▶ [Action item]:
Go through the entries and count the lines with the string "Boulevard" in them. Give only that number.

▶ [Data]:
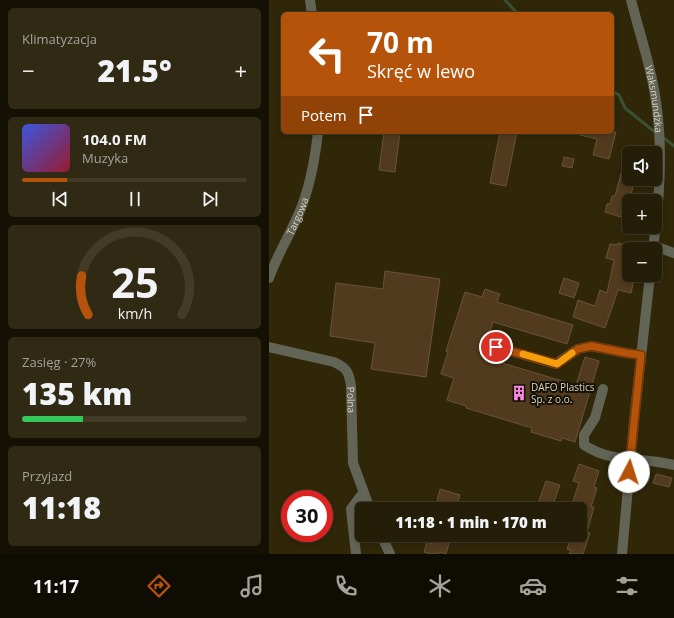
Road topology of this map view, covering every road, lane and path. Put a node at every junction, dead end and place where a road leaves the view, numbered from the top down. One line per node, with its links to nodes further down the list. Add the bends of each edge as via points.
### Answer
1 (310, 0): 3 (street)
2 (631, 0): 5 (street, Waksmundzka, via 653,87 659,123 660,172)
3 (312, 12)
4 (318, 134): 8 (street, Targowa, via 300,212)
5 (654, 242)
6 (662, 250): 7 (street)
7 (674, 253)
8 (269, 278)
9 (650, 282): 12 (street)
10 (269, 347): 16 (street, Polna, via 344,366 351,386 353,464)
11 (496, 347): 12 (street, via 557,364 578,349 591,346)
12 (641, 355): 14 (street)
13 (603, 389): 14 (street, via 595,418 585,435 584,445 609,456)
14 (631, 458): 15 (street); 21 (street)
15 (674, 465)
16 (363, 493): 17 (street, Polna); 19 (street, via 351,509)
17 (367, 502)
18 (384, 542): 20 (street)
19 (356, 554)
20 (390, 554)
21 (622, 554)

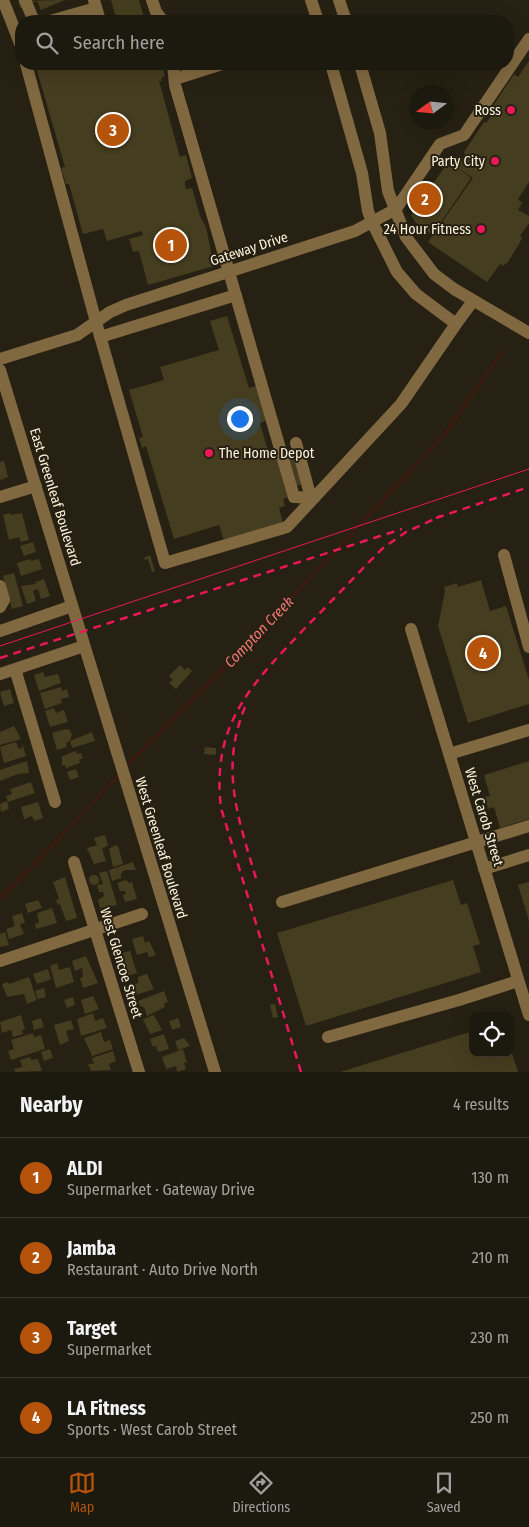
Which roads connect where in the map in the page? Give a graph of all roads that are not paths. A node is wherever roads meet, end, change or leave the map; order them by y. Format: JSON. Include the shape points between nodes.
{"nodes":[{"id":1,"x":3,"y":0,"type":"edge"},
{"id":2,"x":25,"y":0,"type":"edge"},
{"id":3,"x":152,"y":0,"type":"edge"},
{"id":4,"x":311,"y":0,"type":"edge"},
{"id":5,"x":339,"y":0,"type":"edge"},
{"id":6,"x":95,"y":4,"type":"edge"},
{"id":7,"x":31,"y":15,"type":"edge"},
{"id":8,"x":66,"y":15,"type":"edge"},
{"id":9,"x":158,"y":15,"type":"edge"},
{"id":10,"x":316,"y":15,"type":"edge"},
{"id":11,"x":344,"y":15,"type":"edge"},
{"id":12,"x":15,"y":22,"type":"edge"},
{"id":13,"x":529,"y":39,"type":"edge"},
{"id":14,"x":514,"y":61,"type":"edge"},
{"id":15,"x":28,"y":70,"type":"edge"},
{"id":16,"x":174,"y":70,"type":"edge"},
{"id":17,"x":203,"y":70,"type":"edge"},
{"id":18,"x":333,"y":70,"type":"edge"},
{"id":19,"x":362,"y":70,"type":"edge"},
{"id":20,"x":508,"y":70,"type":"edge"},
{"id":21,"x":175,"y":79,"type":"junction"},
{"id":22,"x":396,"y":208,"type":"junction"},
{"id":23,"x":372,"y":222,"type":"junction"},
{"id":24,"x":230,"y":271,"type":"junction"},
{"id":25,"x":236,"y":295,"type":"junction"},
{"id":26,"x":473,"y":301,"type":"junction"},
{"id":27,"x":96,"y":322,"type":"junction"},
{"id":28,"x":456,"y":324,"type":"junction"},
{"id":29,"x":529,"y":333,"type":"edge"},
{"id":30,"x":100,"y":337,"type":"junction"},
{"id":31,"x":0,"y":359,"type":"edge"},
{"id":32,"x":0,"y":370,"type":"edge"},
{"id":33,"x":296,"y":443,"type":"dead end"},
{"id":34,"x":36,"y":486,"type":"junction"},
{"id":35,"x":0,"y":498,"type":"edge"},
{"id":36,"x":313,"y":498,"type":"junction"},
{"id":37,"x":504,"y":556,"type":"dead end"},
{"id":38,"x":0,"y":586,"type":"edge"},
{"id":39,"x":72,"y":606,"type":"junction"},
{"id":40,"x":0,"y":607,"type":"edge"},
{"id":41,"x":410,"y":629,"type":"dead end"},
{"id":42,"x":0,"y":631,"type":"edge"},
{"id":43,"x":80,"y":632,"type":"joint"},
{"id":44,"x":84,"y":646,"type":"junction"},
{"id":45,"x":529,"y":647,"type":"edge"},
{"id":46,"x":15,"y":669,"type":"junction"},
{"id":47,"x":0,"y":674,"type":"edge"},
{"id":48,"x":529,"y":730,"type":"edge"},
{"id":49,"x":449,"y":754,"type":"junction"},
{"id":50,"x":55,"y":802,"type":"dead end"},
{"id":51,"x":529,"y":826,"type":"edge"},
{"id":52,"x":476,"y":842,"type":"junction"},
{"id":53,"x":529,"y":855,"type":"edge"},
{"id":54,"x":74,"y":862,"type":"dead end"},
{"id":55,"x":484,"y":869,"type":"junction"},
{"id":56,"x":282,"y":902,"type":"dead end"},
{"id":57,"x":142,"y":914,"type":"dead end"},
{"id":58,"x":96,"y":930,"type":"junction"},
{"id":59,"x":0,"y":961,"type":"edge"},
{"id":60,"x":518,"y":980,"type":"junction"},
{"id":61,"x":529,"y":1012,"type":"edge"},
{"id":62,"x":328,"y":1037,"type":"dead end"},
{"id":63,"x":139,"y":1072,"type":"edge"},
{"id":64,"x":215,"y":1072,"type":"edge"}],
"edges":[{"from":1,"to":12,"type":"street"},
{"from":2,"to":7,"type":"street"},
{"from":3,"to":9,"type":"street"},
{"from":4,"to":10,"type":"street"},
{"from":5,"to":11,"type":"street"},
{"from":6,"to":8,"type":"street"},
{"from":13,"to":14,"type":"street"},
{"from":15,"to":27,"type":"street"},
{"from":16,"to":21,"type":"street"},
{"from":17,"to":21,"type":"street"},
{"from":18,"to":23,"type":"street","via":[[362,173]]},
{"from":19,"to":22,"type":"street","via":[[380,134],[388,191]]},
{"from":20,"to":22,"type":"street","via":[[464,135],[440,144]]},
{"from":21,"to":24,"type":"street"},
{"from":22,"to":23,"type":"street","name":"Gateway Drive"},
{"from":22,"to":26,"type":"street","via":[[406,237],[434,274]]},
{"from":23,"to":24,"type":"street","name":"Gateway Drive","via":[[355,231]]},
{"from":23,"to":28,"type":"street","via":[[397,272],[416,294]]},
{"from":24,"to":25,"type":"street"},
{"from":24,"to":27,"type":"street","name":"Gateway Drive","via":[[126,305]]},
{"from":25,"to":30,"type":"street"},
{"from":25,"to":36,"type":"street","via":[[294,497]]},
{"from":26,"to":28,"type":"street"},
{"from":26,"to":29,"type":"street"},
{"from":27,"to":30,"type":"street"},
{"from":27,"to":31,"type":"street","name":"Gateway Drive","via":[[65,340]]},
{"from":28,"to":36,"type":"street","via":[[401,404]]},
{"from":30,"to":36,"type":"street","via":[[165,563],[287,527]]},
{"from":32,"to":34,"type":"street","name":"East Greenleaf Boulevard"},
{"from":33,"to":36,"type":"street"},
{"from":34,"to":35,"type":"street"},
{"from":34,"to":39,"type":"street","name":"East Greenleaf Boulevard"},
{"from":37,"to":45,"type":"street"},
{"from":38,"to":40,"type":"street","via":[[4,600]]},
{"from":39,"to":42,"type":"street"},
{"from":39,"to":43,"type":"street","name":"East Greenleaf Boulevard"},
{"from":41,"to":49,"type":"street","name":"West Carob Street"},
{"from":43,"to":44,"type":"street","name":"West Greenleaf Boulevard"},
{"from":44,"to":46,"type":"street"},
{"from":44,"to":64,"type":"street","name":"West Greenleaf Boulevard"},
{"from":46,"to":47,"type":"street"},
{"from":46,"to":50,"type":"street"},
{"from":48,"to":49,"type":"street"},
{"from":49,"to":52,"type":"street","name":"West Carob Street"},
{"from":51,"to":52,"type":"street"},
{"from":52,"to":55,"type":"street","name":"West Carob Street"},
{"from":52,"to":56,"type":"street"},
{"from":53,"to":55,"type":"street"},
{"from":54,"to":58,"type":"street","name":"West Glencoe Street"},
{"from":55,"to":60,"type":"street","name":"West Carob Street"},
{"from":57,"to":58,"type":"street"},
{"from":58,"to":59,"type":"street"},
{"from":58,"to":63,"type":"street","name":"West Glencoe Street"},
{"from":60,"to":61,"type":"street","name":"West Carob Street"},
{"from":60,"to":62,"type":"street"}]}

▶ [Task solution]:
5